Member of the National Assembly of Pakistan
- Incumbent
- Assumed office 29 February 2024
- Constituency: NA-104 (Faisalabad-IV)
- In office 13 August 2018 – 10 August 2023
- Constituency: NA-104 (Faisalabad-IV)
- In office 1 June 2013 – 31 May 2018
- Constituency: NA-79 (Faisalabad)

Personal details
- Born: 18 February 1970 (age 56)
- Party: PMLN (2013-present)

= Chaudhry Shehbaz Babar =

Pakistani politician

Chaudhry Muhammad Shehbaz Babar Gujjar (born 18 February 1970) is a Pakistani politician who is a member of the National Assembly of Pakistan since 29 February 2024. Previously he had been a member of the National Assembly of Pakistan, from August 2018 till August 2023 and also from June 2013 to May 2018.

==Early life==
He was born on 18 February 1973.

==Political career==
He was elected to the National Assembly of Pakistan as a candidate of Pakistan Muslim League (N) (PML-N) from Constituency NA-79 (Faisalabad-V) in the 2013 Pakistani general election. He received 118,516 votes and defeated Khalid Abdullah Ghazi, a candidate of Pakistan Tehreek-e-Insaf (PTI).

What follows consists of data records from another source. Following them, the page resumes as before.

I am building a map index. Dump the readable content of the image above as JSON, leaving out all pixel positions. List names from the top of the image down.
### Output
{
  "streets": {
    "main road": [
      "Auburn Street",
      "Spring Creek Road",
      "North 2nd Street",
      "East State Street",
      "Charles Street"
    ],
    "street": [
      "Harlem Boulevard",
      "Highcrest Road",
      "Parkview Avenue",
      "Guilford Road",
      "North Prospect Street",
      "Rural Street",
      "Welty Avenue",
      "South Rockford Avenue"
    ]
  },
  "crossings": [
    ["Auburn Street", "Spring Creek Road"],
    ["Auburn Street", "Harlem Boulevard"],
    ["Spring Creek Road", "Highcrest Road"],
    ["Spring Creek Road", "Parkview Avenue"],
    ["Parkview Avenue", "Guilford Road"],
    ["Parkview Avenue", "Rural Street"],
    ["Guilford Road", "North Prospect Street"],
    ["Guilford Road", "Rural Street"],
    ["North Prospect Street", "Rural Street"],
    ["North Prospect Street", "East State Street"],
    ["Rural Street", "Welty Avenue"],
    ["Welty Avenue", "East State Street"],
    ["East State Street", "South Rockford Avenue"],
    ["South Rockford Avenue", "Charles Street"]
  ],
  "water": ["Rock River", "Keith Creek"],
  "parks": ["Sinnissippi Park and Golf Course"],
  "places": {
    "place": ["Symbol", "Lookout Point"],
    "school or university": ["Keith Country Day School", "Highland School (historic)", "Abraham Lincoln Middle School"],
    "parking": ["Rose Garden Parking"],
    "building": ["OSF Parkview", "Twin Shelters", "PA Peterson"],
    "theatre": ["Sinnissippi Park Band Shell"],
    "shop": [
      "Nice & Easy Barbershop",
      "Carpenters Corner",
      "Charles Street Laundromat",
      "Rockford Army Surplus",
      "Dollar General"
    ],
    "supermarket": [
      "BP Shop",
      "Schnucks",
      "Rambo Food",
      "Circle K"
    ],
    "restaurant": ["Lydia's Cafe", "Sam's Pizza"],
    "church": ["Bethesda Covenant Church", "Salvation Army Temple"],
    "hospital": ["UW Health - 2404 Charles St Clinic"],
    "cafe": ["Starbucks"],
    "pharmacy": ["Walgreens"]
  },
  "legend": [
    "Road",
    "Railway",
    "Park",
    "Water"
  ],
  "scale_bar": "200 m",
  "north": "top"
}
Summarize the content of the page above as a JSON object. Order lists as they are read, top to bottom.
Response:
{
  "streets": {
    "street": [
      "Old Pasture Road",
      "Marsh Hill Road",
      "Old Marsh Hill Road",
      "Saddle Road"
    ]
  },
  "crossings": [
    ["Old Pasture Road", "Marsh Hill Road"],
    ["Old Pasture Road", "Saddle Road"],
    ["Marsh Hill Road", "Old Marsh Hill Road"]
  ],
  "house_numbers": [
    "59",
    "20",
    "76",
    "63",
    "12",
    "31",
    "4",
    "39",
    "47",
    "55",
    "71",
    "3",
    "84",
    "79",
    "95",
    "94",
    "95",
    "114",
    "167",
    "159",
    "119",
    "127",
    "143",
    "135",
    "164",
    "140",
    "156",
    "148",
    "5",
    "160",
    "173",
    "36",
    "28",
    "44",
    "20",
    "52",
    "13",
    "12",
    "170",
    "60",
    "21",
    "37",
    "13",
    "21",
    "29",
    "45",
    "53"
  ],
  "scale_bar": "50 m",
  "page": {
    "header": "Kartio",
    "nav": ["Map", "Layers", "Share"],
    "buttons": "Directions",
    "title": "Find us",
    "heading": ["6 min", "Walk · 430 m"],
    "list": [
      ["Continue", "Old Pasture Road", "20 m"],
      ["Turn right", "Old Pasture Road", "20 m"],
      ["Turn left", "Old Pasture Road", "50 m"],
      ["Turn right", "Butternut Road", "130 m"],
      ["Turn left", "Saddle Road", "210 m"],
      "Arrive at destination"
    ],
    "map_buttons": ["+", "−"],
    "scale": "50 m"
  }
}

Before being appointed as the Parliamentary Secretary for Information and Broadcasting in 2017, he served as a member of National Assembly Standing Committee for commerce, textile and health.

He was re-elected to the National Assembly as a candidate of PML-N from NA-104 (Samundari-IV) in the 2018 Pakistani general election. He received 98,509 votes and defeated Sardar Dildar Ahmed Cheema, a candidate of PTI.